■ Keypoint coordinate data:
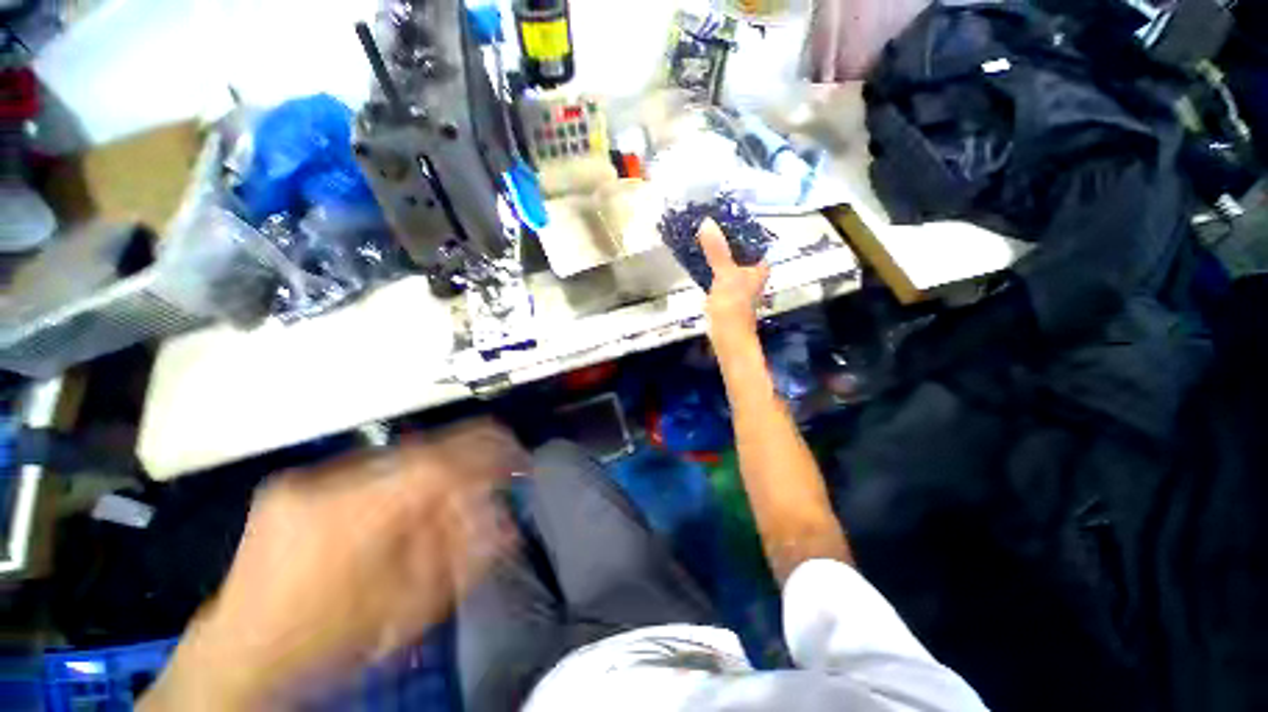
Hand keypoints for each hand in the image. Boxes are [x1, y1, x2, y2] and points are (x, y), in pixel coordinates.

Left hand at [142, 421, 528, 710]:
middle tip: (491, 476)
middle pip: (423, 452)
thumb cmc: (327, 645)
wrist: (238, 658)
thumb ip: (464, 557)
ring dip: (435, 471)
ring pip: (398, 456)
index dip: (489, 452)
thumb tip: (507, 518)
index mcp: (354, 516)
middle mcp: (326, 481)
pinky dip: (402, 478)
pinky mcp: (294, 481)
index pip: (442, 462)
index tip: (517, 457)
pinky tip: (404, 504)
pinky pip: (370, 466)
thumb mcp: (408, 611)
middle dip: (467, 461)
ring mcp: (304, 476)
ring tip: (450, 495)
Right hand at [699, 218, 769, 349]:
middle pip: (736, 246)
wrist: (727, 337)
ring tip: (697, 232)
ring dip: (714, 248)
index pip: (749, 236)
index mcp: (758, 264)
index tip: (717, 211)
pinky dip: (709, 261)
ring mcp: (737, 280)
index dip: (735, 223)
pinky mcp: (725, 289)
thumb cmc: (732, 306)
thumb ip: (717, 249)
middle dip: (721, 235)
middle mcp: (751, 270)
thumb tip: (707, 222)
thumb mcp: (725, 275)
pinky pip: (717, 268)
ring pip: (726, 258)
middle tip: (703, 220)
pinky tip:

■ PROBLEM TO SOLVE: Go through the data above and transcribe it in full, omitting any image.

■ REPLY TO THE TASK:
Hand keypoints for each hand in the image. Boxes are [x1, y1, x2, y2] and points are (x, y), in pixel coordinates.

Left hand at [142, 421, 528, 710]:
middle tip: (491, 476)
middle pip: (423, 452)
thumb cmc: (327, 645)
wrist: (238, 658)
thumb ip: (464, 557)
ring dip: (435, 471)
ring pip: (398, 456)
index dip: (489, 452)
thumb tip: (507, 518)
index mcp: (354, 516)
middle mcp: (326, 481)
pinky dip: (402, 478)
pinky mcp: (294, 481)
index pip: (442, 462)
index tip: (517, 457)
pinky tip: (404, 504)
pinky pip: (370, 466)
thumb mcp: (408, 611)
middle dip: (467, 461)
ring mcp: (304, 476)
ring tip: (450, 495)
Right hand at [699, 218, 769, 349]:
middle pip: (736, 246)
wrist: (727, 337)
ring tip: (697, 232)
ring dip: (714, 248)
index pip: (749, 236)
index mcp: (758, 264)
index tip: (717, 211)
pinky dip: (709, 261)
ring mcp: (737, 280)
index dip: (735, 223)
pinky mcp: (725, 289)
thumb cmc: (732, 306)
thumb ip: (717, 249)
middle dip: (721, 235)
middle mcp: (751, 270)
thumb tip: (707, 222)
thumb mcp: (725, 275)
pinky pip: (717, 268)
ring pip: (726, 258)
middle tip: (703, 220)
pinky tip:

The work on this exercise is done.